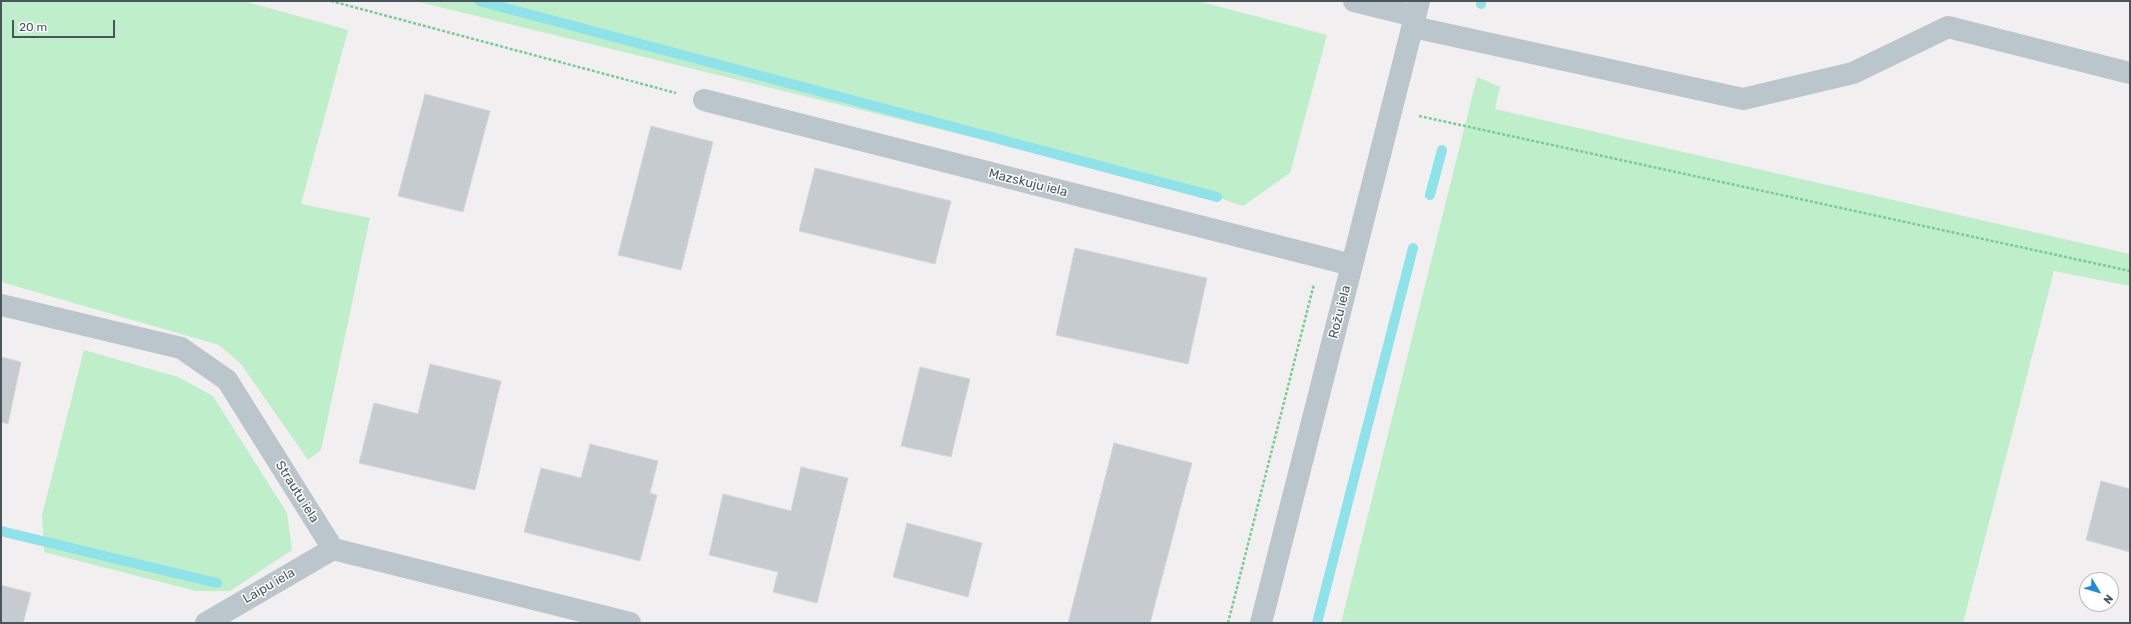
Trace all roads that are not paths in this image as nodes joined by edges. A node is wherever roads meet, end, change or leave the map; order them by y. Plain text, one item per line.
1 (1354, 1) edge
2 (1416, 15) edge
3 (2130, 73) edge
4 (704, 100) road end
5 (1352, 265) junction
6 (1, 305) edge
7 (333, 549) junction
8 (206, 623) edge
9 (630, 623) edge
10 (1261, 623) edge

1 - 2 street
2 - 3 street
2 - 5 street, Rožu iela
4 - 5 street, Mazskuju iela
5 - 10 street, Rožu iela
6 - 7 street, Strautu iela
7 - 8 street, Laipu iela
7 - 9 street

○ ○ ○

**Try it:**
Where an entry includes a picture, drop it, and print the rest of the material word for word.

**Output of the task:**
Trace all roads that are not paths in this image as nodes joined by edges. A node is wherever roads meet, end, change or leave the map; order them by y. Plain text, one item per line.
1 (1354, 1) edge
2 (1416, 15) edge
3 (2130, 73) edge
4 (704, 100) road end
5 (1352, 265) junction
6 (1, 305) edge
7 (333, 549) junction
8 (206, 623) edge
9 (630, 623) edge
10 (1261, 623) edge

1 - 2 street
2 - 3 street
2 - 5 street, Rožu iela
4 - 5 street, Mazskuju iela
5 - 10 street, Rožu iela
6 - 7 street, Strautu iela
7 - 8 street, Laipu iela
7 - 9 street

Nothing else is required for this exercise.